One week, while staring at the yoghurt shelves in the local supermarket, we came across Mammoth’s Supply Company Yoghurt, amongst the artisan small producer yoghurts. On the front it said superthick yoghurt and on the side, it had; “made for men – by men (seriously it was made by a bloke named Brian)”. We decided to give the applepie cinnamon flavour a try. On the way home we got to talking about the yoghurt, intrigued that a small producer would make a yoghurt just for men. It seemed a marketing approach that immediately halved the potential market and we didn’t really like the idea of one yoghurt for males and another for females – why can’t yoghurt be for all? It wasn’t until we opened the yoghurt and tasted it, that all became apparent. The product was as it said on the side full of fruits, sultanas, seeds and grains but I knew that yoghurt flavour – it was unmistakably a big brand flavour. It was after this taste test that I looked closely at the fine print – it is a Fonterra brand.

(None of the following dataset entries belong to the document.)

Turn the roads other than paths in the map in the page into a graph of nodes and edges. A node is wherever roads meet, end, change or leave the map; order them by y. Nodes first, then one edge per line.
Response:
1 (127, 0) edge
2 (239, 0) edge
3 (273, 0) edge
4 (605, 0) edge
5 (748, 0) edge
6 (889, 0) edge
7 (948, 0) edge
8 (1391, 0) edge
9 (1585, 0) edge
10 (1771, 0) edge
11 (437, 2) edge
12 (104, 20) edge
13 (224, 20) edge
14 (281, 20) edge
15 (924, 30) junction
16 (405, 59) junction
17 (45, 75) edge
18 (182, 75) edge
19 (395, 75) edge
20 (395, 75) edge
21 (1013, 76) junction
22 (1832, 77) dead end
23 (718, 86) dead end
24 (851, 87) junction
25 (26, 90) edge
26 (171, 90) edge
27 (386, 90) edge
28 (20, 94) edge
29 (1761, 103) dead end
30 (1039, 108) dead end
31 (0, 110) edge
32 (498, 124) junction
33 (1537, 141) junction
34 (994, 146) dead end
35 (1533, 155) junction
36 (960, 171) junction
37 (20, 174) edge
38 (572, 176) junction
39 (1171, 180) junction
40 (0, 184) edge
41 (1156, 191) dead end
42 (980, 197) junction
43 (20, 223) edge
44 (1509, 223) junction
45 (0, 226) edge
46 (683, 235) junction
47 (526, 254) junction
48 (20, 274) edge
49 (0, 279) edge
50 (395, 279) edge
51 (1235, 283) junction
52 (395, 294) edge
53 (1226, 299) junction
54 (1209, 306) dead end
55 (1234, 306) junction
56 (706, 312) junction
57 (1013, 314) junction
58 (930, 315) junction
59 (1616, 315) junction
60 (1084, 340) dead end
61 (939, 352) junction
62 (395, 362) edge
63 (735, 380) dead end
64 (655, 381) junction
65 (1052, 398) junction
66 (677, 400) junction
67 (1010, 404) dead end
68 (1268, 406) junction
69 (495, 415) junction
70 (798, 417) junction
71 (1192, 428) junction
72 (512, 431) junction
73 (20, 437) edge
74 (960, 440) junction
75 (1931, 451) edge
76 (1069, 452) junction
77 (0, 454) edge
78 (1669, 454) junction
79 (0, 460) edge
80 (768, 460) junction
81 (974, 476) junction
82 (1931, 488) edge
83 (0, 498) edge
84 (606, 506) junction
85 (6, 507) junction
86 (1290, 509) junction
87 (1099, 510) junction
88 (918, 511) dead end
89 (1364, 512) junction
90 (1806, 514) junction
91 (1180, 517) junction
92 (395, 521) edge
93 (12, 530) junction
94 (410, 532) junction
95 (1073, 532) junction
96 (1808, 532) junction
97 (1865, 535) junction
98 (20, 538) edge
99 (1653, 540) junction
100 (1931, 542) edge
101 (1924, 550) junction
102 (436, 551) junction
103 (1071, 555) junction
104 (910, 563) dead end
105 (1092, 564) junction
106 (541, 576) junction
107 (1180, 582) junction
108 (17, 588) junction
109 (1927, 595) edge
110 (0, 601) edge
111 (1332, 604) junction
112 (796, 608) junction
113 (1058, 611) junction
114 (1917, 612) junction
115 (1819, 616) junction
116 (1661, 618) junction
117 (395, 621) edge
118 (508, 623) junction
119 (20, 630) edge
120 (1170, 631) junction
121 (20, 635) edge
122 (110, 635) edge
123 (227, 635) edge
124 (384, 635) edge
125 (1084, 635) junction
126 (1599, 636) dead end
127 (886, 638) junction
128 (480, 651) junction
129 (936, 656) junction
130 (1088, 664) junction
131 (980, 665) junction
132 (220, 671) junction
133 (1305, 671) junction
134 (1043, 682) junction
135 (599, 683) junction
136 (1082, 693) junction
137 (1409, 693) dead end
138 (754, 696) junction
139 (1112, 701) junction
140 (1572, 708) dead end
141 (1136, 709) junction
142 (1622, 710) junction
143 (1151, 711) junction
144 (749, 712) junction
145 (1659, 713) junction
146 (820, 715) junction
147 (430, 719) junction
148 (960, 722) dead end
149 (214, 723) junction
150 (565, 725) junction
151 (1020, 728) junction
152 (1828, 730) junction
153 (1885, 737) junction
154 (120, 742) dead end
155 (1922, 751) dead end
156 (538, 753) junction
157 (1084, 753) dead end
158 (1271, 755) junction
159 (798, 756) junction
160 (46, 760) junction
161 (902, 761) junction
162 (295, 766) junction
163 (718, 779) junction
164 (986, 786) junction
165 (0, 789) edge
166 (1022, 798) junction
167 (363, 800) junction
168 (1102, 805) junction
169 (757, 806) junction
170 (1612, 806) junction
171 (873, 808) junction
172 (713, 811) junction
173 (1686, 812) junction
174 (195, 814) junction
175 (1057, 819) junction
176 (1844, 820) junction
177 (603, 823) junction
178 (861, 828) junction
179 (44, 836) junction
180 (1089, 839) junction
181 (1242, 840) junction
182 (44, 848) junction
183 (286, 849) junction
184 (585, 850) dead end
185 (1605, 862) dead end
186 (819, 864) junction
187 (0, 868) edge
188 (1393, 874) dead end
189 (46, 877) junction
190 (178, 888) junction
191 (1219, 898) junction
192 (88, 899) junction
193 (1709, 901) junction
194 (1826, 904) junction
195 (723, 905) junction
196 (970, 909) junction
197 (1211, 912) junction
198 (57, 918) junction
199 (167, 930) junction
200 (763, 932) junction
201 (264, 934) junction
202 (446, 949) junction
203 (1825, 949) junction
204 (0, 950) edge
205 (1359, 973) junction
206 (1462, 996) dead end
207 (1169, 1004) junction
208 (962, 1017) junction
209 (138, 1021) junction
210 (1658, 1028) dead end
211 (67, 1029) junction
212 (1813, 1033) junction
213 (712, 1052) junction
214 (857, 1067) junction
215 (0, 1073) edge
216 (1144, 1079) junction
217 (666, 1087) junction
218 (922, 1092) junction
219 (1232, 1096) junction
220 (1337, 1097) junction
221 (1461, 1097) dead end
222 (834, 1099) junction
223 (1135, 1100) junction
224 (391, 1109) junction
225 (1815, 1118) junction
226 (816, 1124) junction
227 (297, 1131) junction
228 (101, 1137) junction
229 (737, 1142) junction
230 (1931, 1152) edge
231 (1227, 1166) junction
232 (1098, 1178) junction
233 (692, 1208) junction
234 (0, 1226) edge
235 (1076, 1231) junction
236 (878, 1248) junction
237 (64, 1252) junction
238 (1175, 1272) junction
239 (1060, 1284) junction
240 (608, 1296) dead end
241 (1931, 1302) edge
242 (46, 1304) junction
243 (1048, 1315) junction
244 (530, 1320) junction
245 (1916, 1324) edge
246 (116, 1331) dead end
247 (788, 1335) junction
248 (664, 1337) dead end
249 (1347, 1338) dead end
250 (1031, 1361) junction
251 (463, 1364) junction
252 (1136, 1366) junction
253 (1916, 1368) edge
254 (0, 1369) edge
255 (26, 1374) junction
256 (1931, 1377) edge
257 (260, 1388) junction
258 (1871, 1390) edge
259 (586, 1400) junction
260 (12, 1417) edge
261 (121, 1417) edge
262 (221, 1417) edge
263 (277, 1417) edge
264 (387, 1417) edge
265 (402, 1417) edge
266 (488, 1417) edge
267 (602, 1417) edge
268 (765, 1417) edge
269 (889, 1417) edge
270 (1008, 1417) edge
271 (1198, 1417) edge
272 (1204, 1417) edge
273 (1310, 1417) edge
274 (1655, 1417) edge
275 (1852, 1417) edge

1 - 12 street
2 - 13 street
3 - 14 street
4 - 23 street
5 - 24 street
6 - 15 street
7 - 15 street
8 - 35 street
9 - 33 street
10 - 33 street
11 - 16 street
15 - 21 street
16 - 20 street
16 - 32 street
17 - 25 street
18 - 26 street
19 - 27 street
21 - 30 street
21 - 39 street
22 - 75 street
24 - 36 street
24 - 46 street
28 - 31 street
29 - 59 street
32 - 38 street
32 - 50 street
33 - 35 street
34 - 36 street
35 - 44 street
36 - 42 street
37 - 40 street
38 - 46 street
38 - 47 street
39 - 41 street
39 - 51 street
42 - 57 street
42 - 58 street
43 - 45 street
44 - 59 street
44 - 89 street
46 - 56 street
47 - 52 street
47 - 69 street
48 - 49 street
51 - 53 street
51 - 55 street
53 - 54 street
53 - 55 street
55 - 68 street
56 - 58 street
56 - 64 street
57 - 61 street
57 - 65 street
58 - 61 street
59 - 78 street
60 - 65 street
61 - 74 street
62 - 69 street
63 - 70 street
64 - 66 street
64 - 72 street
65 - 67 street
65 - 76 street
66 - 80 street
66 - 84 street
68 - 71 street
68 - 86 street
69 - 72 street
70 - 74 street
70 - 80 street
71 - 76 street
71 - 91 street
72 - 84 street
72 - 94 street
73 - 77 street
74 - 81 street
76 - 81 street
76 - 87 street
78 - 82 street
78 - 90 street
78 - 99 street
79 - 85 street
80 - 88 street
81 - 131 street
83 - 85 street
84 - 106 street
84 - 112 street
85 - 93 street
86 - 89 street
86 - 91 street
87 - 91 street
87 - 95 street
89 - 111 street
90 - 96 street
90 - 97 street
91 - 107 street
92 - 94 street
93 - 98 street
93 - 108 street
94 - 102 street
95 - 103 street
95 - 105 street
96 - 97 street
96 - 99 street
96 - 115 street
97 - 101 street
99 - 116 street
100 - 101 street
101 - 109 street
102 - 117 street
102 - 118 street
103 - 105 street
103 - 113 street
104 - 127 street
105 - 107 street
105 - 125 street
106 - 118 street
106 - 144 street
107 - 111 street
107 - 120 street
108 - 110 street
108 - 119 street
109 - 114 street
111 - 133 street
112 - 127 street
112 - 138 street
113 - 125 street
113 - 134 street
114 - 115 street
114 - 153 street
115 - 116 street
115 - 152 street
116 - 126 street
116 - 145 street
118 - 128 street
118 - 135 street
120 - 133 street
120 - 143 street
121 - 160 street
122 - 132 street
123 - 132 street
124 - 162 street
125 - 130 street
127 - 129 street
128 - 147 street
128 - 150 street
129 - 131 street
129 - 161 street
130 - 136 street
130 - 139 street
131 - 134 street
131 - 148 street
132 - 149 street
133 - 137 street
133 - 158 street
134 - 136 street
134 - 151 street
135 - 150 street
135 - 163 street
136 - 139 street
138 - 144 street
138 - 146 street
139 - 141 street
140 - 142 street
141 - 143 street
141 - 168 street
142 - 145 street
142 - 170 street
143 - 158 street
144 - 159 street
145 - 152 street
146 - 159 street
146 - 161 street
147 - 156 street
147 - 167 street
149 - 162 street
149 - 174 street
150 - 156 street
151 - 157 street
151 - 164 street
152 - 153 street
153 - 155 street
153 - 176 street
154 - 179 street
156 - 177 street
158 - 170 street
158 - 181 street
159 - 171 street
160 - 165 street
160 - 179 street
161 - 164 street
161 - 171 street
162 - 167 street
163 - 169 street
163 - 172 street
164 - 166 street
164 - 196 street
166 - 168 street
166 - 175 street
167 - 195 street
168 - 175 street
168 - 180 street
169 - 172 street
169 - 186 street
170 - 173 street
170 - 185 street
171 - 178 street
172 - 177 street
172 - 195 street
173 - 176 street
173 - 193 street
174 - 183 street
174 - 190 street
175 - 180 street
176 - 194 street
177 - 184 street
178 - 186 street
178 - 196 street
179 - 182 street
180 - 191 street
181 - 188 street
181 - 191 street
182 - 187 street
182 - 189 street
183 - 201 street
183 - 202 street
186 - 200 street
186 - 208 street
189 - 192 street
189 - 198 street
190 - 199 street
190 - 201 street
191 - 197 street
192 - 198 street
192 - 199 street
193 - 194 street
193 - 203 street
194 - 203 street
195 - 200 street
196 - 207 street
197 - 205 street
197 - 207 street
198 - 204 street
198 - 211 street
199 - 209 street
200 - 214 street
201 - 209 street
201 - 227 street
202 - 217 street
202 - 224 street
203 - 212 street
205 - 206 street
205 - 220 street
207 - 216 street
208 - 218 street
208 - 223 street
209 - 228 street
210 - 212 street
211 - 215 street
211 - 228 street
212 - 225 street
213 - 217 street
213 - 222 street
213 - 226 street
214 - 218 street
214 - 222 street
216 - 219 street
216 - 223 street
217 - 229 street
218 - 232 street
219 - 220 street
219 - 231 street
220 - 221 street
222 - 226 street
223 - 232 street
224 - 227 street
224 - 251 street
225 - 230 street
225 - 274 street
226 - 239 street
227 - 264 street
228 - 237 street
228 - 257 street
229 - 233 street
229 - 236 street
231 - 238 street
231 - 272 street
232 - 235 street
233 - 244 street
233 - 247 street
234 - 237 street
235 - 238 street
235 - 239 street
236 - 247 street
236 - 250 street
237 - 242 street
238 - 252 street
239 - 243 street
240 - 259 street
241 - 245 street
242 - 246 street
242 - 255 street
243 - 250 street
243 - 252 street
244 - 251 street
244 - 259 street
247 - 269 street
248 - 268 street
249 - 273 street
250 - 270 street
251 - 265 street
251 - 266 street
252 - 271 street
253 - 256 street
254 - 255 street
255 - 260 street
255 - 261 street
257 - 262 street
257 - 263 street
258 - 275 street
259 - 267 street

This suddenly made sense of the male marketing approach but it also made us mad. It seemed devious and underhand. We had bought this product, thinking it was an artisan product made by someone who cared. It was in that section at the supermarket, it had labelling using a similar approach to artisan products but it very clearly wasn’t an artisan product. It annoyed me that despite, I thought, a careful reading of the label – I had jumped to conclusions and not read the fine print. I know this is not illegal but it feels unjust.
In New Zealand we have many fabulous small scale producers making unique and tasty products. They don’t compete with the big boys, they work extremely hard creating their own niche. Now here was a big boy muscling in with their huge advertising budgets – television, radio and social network campaigns – pretending to be one of them.
We live in a busy world and slick marketing can make quick work on our distracted minds. It is also makes it hard for those producers that do have a true message about their unique product. Next time I vow to read the fine print.



  1. It is cheeky marketing/branding. I guess now that artisan products are commanding good prices, the big guns want a piece of the pie.

    No doubt the boys looking for yoghurt will buy this one over a “girls yoghurt”.